This may help.
Tom from Michigan asks:
I have a few questions about secondary fermentations. I've read both pros and cons for 2nd fermentations and it is driving me crazy what to do. One, are they necessary for lower Gravity beers?
Two, what is the dividing line between low gravity and high gravity beers? Is it 1.060 and higher?
Three, I have an American Brown Ale in the primary right now, a SG of 1.058, Should I secondary ferment this or not?
Your advice is appreciated, thanks for all you do!
Allen from New York asks:
John, please talk about why or why not you would NOT use a secondary fermenter (bright tank?) and why or why not a primary only fermentation is a good idea. In other words, give some clarification or reason why primary only is fine, versus the old theory of primary then secondary normal gravity ale fermentations.
These are good questions – When and why would you need to use a secondary fermenter? First some background – I used to recommend racking a beer to a secondary fermenter. My recommendation was based on the premise that (20 years ago) larger (higher gravity) beers took longer to ferment completely, and that getting the beer off the yeast reduced the risk of yeast autolysis (ie., meaty or rubbery off-flavors) and it allowed more time for flocculation and clarification, reducing the amount of yeast and trub carryover to the bottle. Twenty years ago, a homebrewed beer typically had better flavor, or perhaps less risk of off-flavors, if it was racked off the trub and clarified before bottling. Today that is not the case.

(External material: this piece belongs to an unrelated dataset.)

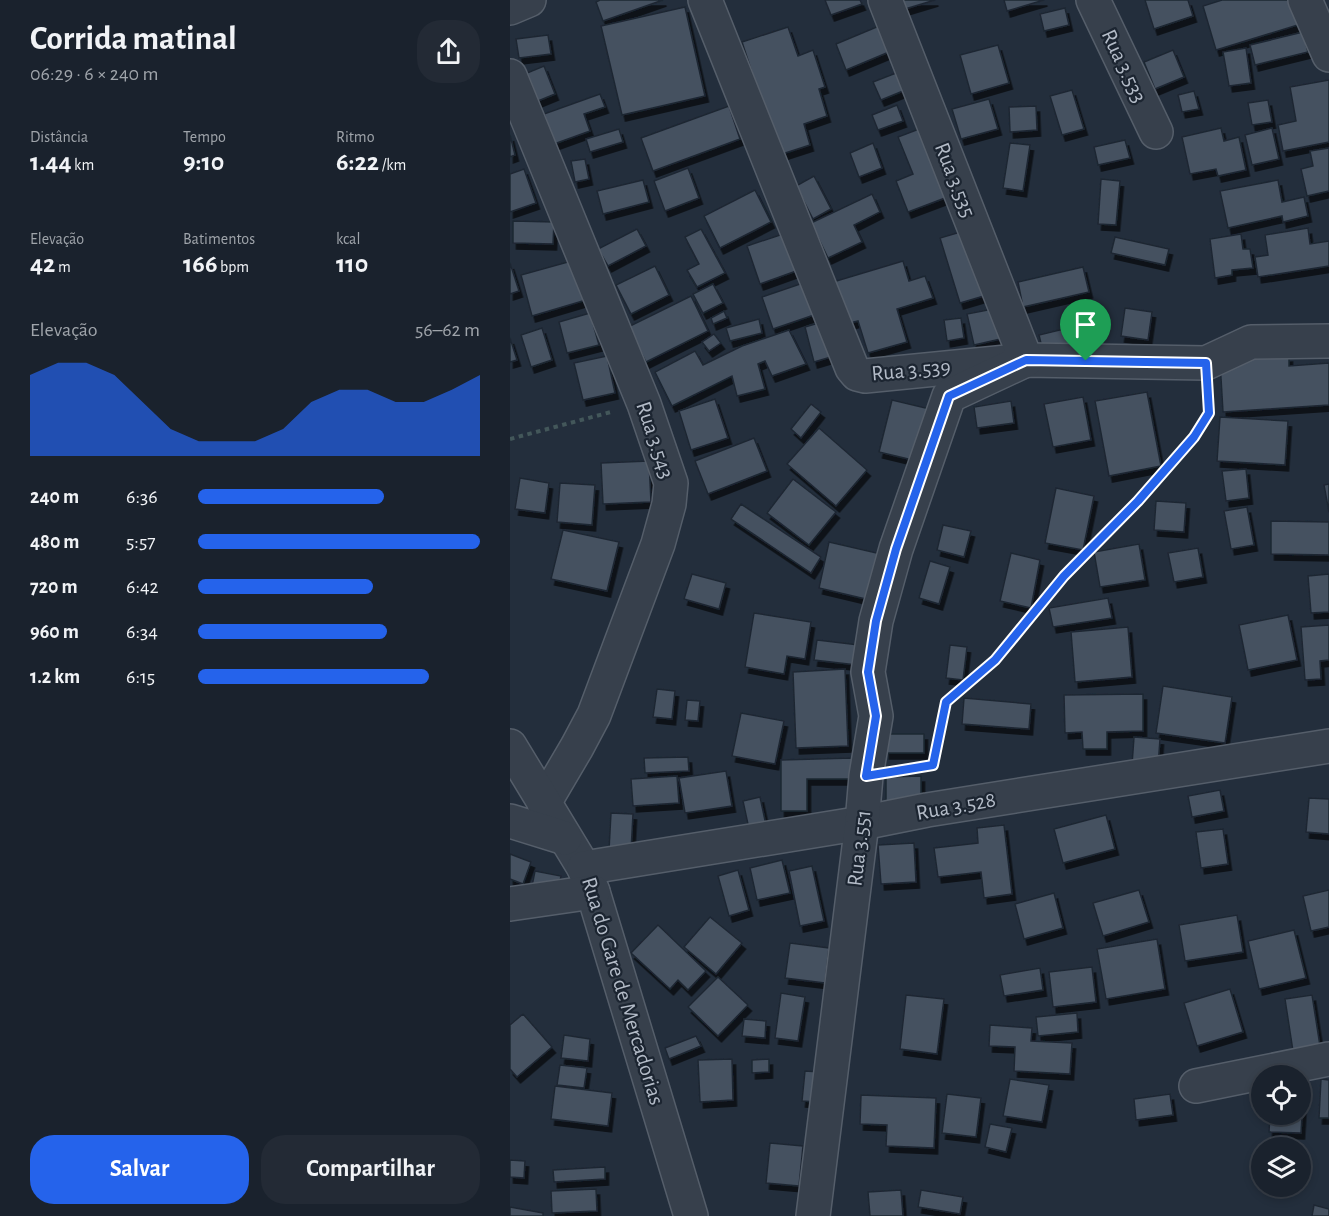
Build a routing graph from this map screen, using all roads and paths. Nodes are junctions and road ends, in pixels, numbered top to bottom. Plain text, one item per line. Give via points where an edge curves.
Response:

The risk inherent to any beer transfer, whether it is fermenter-to-fermenter or fermenter-to-bottles, is oxidation and staling. Any oxygen exposure after fermentation will lead to staling, and the more exposure, and the warmer the storage temperature, the faster the beer will go stale.
Racking to a secondary fermenter used to be recommended because staling was simply a fact of life – like death and taxes. But the risk of autolysis was real and worth avoiding – like cholera. In other words, you know you are going to die eventually, but death by cholera is worth avoiding.

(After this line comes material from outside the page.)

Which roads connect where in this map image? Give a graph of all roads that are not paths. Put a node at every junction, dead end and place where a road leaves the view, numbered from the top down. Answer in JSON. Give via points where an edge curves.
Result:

But then modern medicine appeared, or in our case, better yeast and better yeast-handling information. Suddenly, death by autolysis is rare for a beer because of two factors: the freshness and health of the yeast being pitched has drastically improved, and proper pitching rates are better understood. The yeast no longer drop dead and burst like Mr. Creosote from Monty Python’s The Meaning of Life when fermentation is complete – they are able to hibernate and wait for the next fermentation to come around. The beer has time to clarify in the primary fermenter without generating off-flavors. With autolysis no longer a concern, staling becomes the main problem. The shelf life of a beer can be greatly enhanced by avoiding oxygen exposure and storing the beer cold (after it has had time to carbonate).
Therefore I, and Jamil and White Labs and Wyeast Labs, do not recommend racking to a secondary fermenter for ANY ale, except when conducting an actual second fermentation, such as adding fruit or souring. Racking to prevent autolysis is not necessary, and therefore the risk of oxidation is completely avoidable. Even lagers do not require racking to a second fermenter before lagering. With the right pitching rate, using fresh healthy yeast, and proper aeration of the wort prior to pitching, the fermentation of the beer will be complete within 3-8 days (bigger = longer). This time period includes the secondary or conditioning phase of fermentation when the yeast clean up acetaldehyde and diacetyl. The real purpose of lagering a beer is to use the colder temperatures to encourage the yeast to flocculate and promote the precipitation and sedimentation of microparticles and haze.
So, the new rule of thumb: don’t rack a beer to a secondary, ever, unless you are going to conduct a secondary fermentation.